Assigned task - Below are some entries. Copy each line that holds the string "福興六街".

▬▬▬▬▬▬

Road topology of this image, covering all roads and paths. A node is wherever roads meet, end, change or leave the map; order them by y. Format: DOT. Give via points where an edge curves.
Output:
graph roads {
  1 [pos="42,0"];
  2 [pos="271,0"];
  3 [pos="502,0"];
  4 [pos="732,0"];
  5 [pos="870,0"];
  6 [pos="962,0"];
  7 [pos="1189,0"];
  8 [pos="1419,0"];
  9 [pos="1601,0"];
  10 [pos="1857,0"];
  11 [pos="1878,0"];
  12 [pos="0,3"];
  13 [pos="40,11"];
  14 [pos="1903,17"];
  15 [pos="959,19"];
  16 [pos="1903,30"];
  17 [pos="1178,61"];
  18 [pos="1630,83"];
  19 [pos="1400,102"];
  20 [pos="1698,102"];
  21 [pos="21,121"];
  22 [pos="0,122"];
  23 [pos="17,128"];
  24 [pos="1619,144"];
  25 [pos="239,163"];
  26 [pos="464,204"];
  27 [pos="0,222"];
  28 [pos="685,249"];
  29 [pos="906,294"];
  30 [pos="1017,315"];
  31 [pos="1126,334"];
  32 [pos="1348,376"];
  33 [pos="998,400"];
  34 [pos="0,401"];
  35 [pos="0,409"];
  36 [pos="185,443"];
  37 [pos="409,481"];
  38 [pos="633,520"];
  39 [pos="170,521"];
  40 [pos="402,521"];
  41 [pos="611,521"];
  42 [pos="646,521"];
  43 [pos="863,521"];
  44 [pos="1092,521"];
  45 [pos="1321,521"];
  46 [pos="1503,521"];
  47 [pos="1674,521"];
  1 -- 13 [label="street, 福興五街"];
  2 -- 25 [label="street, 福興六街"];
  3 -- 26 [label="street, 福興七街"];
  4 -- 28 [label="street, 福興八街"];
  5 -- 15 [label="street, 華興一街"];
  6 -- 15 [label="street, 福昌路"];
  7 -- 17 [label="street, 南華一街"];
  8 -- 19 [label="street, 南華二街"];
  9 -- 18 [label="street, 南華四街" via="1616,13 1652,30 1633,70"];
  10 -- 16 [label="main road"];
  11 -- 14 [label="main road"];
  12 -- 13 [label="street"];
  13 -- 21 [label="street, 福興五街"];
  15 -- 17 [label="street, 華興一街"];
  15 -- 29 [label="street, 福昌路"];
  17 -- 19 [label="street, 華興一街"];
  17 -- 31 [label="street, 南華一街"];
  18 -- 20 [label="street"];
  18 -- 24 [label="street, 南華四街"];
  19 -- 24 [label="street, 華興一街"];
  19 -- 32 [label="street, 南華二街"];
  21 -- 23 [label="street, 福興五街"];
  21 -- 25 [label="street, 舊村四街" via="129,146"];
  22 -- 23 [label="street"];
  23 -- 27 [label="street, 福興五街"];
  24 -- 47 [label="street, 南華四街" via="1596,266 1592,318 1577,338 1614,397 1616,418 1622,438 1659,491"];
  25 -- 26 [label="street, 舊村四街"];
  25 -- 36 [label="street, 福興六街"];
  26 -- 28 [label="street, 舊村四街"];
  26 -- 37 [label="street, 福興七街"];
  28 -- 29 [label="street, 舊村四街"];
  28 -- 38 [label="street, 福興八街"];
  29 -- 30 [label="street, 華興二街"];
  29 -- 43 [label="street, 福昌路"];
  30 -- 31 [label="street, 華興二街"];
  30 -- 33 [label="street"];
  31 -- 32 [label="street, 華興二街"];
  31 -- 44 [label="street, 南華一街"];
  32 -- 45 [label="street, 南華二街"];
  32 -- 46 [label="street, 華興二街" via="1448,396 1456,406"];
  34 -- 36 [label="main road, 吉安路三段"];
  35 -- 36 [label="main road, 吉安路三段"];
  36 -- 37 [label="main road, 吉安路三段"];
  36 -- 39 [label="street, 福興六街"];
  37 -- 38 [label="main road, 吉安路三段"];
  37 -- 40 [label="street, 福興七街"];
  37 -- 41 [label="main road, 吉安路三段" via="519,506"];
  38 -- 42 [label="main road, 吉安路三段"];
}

▬▬▬▬▬▬

Your response -
  2 -- 25 [label="street, 福興六街"];
  25 -- 36 [label="street, 福興六街"];
  36 -- 39 [label="street, 福興六街"];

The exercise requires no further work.